Mes skis glissent vers le haut. Sur ma droite, une enfilade de sommets, leurs roches gris pâle, leur élan suspendu. Sous les parois verticales, je discerne des grottes, des anfractuosités, de minces replats. Si j’étais bouquetin, je me posterais sur l’un de ces promontoires et, le museau relevé, je humerais l’air vif.

La peau de phoque adhère sur la neige, me hisse gentiment. La pente douce s’est faite raidillon. Le ciel est grand et étiré, barre de pur cobalt. J’ai le museau tellement relevé que j’en oublie de regarder devant moi. Je trébuche sur une souche et chute. Mon sac à dos est lourd. Tortue pataude, je bataille pour me relever.

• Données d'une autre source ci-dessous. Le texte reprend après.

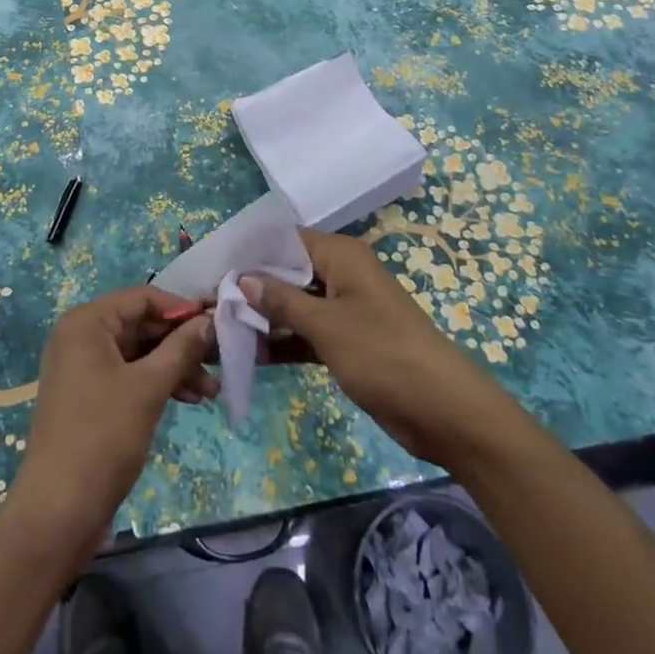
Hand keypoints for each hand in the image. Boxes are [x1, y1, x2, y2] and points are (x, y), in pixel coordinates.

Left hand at [8, 286, 215, 554]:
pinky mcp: (88, 396)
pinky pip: (128, 375)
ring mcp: (82, 367)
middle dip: (181, 343)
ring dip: (174, 367)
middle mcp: (81, 336)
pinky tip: (189, 399)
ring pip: (138, 353)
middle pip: (141, 325)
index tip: (217, 325)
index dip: (181, 309)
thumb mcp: (148, 387)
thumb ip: (180, 348)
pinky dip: (157, 383)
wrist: (59, 511)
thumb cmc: (103, 437)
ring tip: (211, 391)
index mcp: (87, 322)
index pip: (143, 298)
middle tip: (220, 360)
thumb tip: (208, 319)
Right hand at [238, 230, 504, 463]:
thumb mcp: (327, 325)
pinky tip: (251, 353)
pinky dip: (284, 340)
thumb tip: (242, 278)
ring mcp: (345, 310)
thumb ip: (281, 300)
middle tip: (210, 303)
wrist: (444, 411)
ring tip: (221, 328)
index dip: (251, 254)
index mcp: (341, 256)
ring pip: (295, 304)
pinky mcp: (347, 342)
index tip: (213, 269)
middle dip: (252, 288)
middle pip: (288, 272)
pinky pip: (307, 332)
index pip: (286, 241)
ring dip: (265, 317)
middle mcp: (341, 275)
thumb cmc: (384, 354)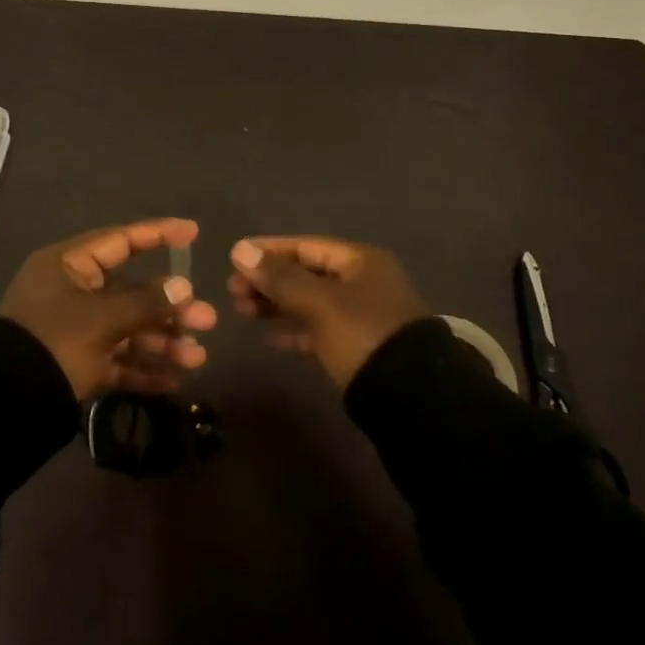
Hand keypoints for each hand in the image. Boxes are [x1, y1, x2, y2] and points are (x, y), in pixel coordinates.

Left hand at [0, 218, 215, 399]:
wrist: (5, 405)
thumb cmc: (54, 343)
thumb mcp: (102, 320)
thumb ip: (146, 303)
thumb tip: (183, 287)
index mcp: (68, 266)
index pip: (120, 241)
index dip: (157, 235)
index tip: (193, 233)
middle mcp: (72, 292)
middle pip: (131, 292)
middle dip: (170, 309)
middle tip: (207, 321)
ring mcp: (75, 330)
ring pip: (128, 329)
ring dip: (162, 342)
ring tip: (196, 359)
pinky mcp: (77, 365)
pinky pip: (116, 361)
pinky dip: (142, 369)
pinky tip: (173, 381)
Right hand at [227, 236, 429, 387]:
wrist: (412, 398)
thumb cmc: (363, 335)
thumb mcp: (319, 303)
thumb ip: (279, 277)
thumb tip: (239, 250)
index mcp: (360, 262)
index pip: (305, 246)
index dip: (268, 250)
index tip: (234, 257)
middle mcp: (362, 282)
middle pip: (306, 273)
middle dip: (268, 280)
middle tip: (232, 290)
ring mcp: (361, 316)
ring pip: (310, 301)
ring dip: (275, 304)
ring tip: (240, 310)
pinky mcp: (357, 347)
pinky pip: (318, 330)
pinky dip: (293, 330)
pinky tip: (267, 338)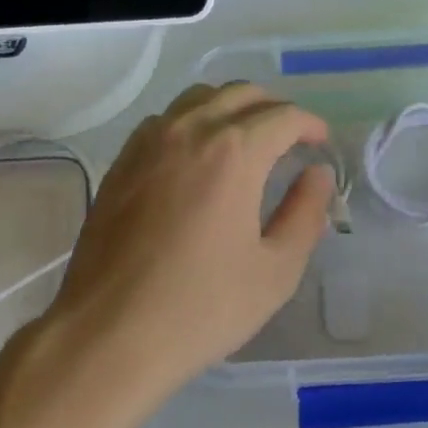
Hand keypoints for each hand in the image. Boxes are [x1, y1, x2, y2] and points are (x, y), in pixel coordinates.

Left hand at [46, 83, 333, 398]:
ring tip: (246, 139)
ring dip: (232, 107)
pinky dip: (193, 120)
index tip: (320, 143)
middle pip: (241, 94)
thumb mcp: (275, 271)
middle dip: (273, 109)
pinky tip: (197, 154)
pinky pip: (166, 118)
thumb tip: (317, 174)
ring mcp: (150, 141)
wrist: (108, 333)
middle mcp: (191, 130)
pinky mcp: (122, 160)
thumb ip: (305, 213)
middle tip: (289, 138)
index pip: (282, 116)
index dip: (309, 124)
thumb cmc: (201, 307)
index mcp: (234, 152)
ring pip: (200, 98)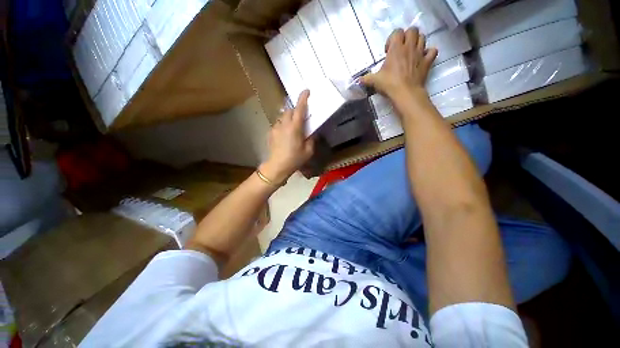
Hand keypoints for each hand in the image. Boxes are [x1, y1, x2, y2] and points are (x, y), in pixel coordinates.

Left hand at [259, 90, 314, 184]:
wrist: (277, 166)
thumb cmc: (294, 159)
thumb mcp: (308, 151)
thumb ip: (311, 139)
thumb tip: (312, 133)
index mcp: (295, 127)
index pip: (299, 109)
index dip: (303, 98)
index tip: (306, 91)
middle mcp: (284, 124)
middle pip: (289, 110)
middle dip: (296, 110)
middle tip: (301, 117)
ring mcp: (276, 128)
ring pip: (283, 117)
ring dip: (289, 118)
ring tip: (293, 127)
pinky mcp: (271, 132)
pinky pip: (278, 124)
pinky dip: (283, 125)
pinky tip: (285, 135)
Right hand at [361, 27, 437, 100]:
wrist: (405, 93)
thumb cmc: (389, 84)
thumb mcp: (374, 81)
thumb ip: (366, 79)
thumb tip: (358, 80)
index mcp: (396, 48)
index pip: (397, 32)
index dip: (392, 39)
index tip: (388, 51)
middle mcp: (409, 47)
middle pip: (412, 30)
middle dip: (407, 36)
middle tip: (401, 48)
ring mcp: (420, 53)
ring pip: (423, 37)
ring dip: (417, 42)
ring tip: (411, 52)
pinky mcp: (427, 62)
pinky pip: (433, 51)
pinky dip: (429, 52)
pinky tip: (423, 57)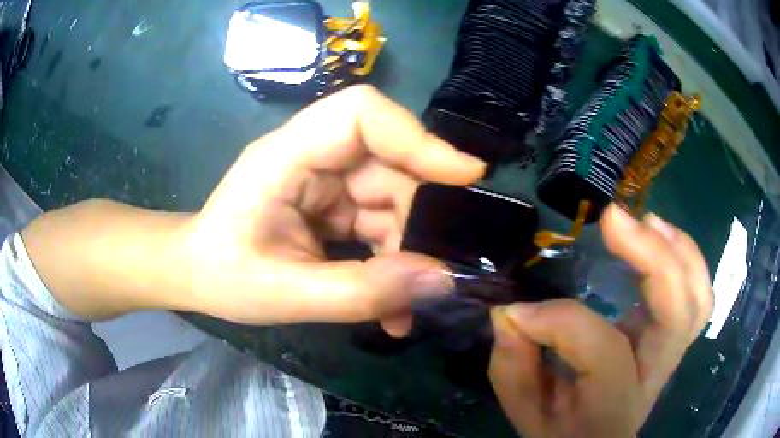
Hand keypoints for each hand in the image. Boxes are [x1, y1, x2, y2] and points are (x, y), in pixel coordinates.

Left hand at [180, 85, 484, 333]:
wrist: (197, 275)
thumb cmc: (223, 276)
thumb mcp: (286, 296)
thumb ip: (362, 292)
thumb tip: (440, 280)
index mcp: (286, 156)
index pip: (361, 113)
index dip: (417, 137)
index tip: (464, 175)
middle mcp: (311, 156)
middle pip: (389, 163)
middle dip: (417, 219)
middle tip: (433, 271)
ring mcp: (324, 180)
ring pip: (392, 199)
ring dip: (407, 251)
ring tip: (404, 305)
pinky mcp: (332, 204)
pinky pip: (378, 223)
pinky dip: (392, 261)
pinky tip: (392, 306)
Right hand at [489, 205, 712, 436]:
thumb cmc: (559, 431)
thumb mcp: (527, 411)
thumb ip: (514, 368)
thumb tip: (510, 314)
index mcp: (613, 407)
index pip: (605, 351)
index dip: (561, 322)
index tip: (519, 312)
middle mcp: (654, 378)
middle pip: (677, 314)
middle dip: (652, 257)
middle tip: (613, 219)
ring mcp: (671, 355)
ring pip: (699, 300)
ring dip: (678, 251)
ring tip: (647, 221)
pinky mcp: (674, 339)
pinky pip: (697, 297)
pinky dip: (686, 260)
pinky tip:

De retour à la verticale, je bois du thé brûlant à petites lampées. Un rapace plane au-dessus de moi. Il glisse sur la brise, lui, sans remuer les ailes. Je me demande s’il dirige sa trajectoire ou s’abandonne dans l’éclat de la lumière, emmené par les courants. Probablement les deux, il se laisse emporter puis ajuste, d’un infime coup d’aile, d’une inflexion de la tête, il bifurque. Composer avec les vents et les aléas du jour, une saine façon de conduire sa vie. J’ai encore du dénivelé. Je reprends mon ascension.

Nul mouvement, nul son alentour. Le monde s’est tu. Je suis venue ici pour ça. Pour le silence, pour mon souffle. Pour un paysage brut d’avant les hommes.

Chaque pas me rapproche de la masse bleutée du glacier. J’observe et le paysage m’observe. Mes skis suivent les traces de randonneurs plus matinaux. J’aime la solitude de ces pentes blanches, pourtant des signes d’humains me rassurent. J’atteins un col et soudain je suis face au vent qui ébouriffe mes cheveux retenus par mon bandeau. J’ai froid malgré la braise de mes joues échauffées par la montée.

Je suis maintenant une ligne de crête bordée de sapins qui me protègent des rafales, je me baisse parfois pour éviter leurs branches striées d’aiguilles, enfin j’attaque la côte la plus raide. La neige est dure. J’ahane. Je lève les yeux vers le dernier versant glacé à gravir. J’appuie plus fort sur mes skis, sans doute devrais-je mettre les couteaux. Un animal me coupe la route, dévale la pente devant moi. Est-ce un chamois ou un bouquetin ? Il a détalé trop vite.

Mais la bête revient sur ses pas, se poste au sommet d’un monticule neigeux à quelques mètres de moi et me dévisage. Poil brun et court, petites cornes crochues, tête blanche et masque de voleur. C’est un chamois. Ses yeux dorés brillent et peut-être les miens brillent-ils tout autant dans la lumière pailletée. Nos regards se croisent. Hé humaine, que fais-tu ici ? Pourquoi monter encore ? Hé humaine, tu es aussi seule que moi. Seule seule seule.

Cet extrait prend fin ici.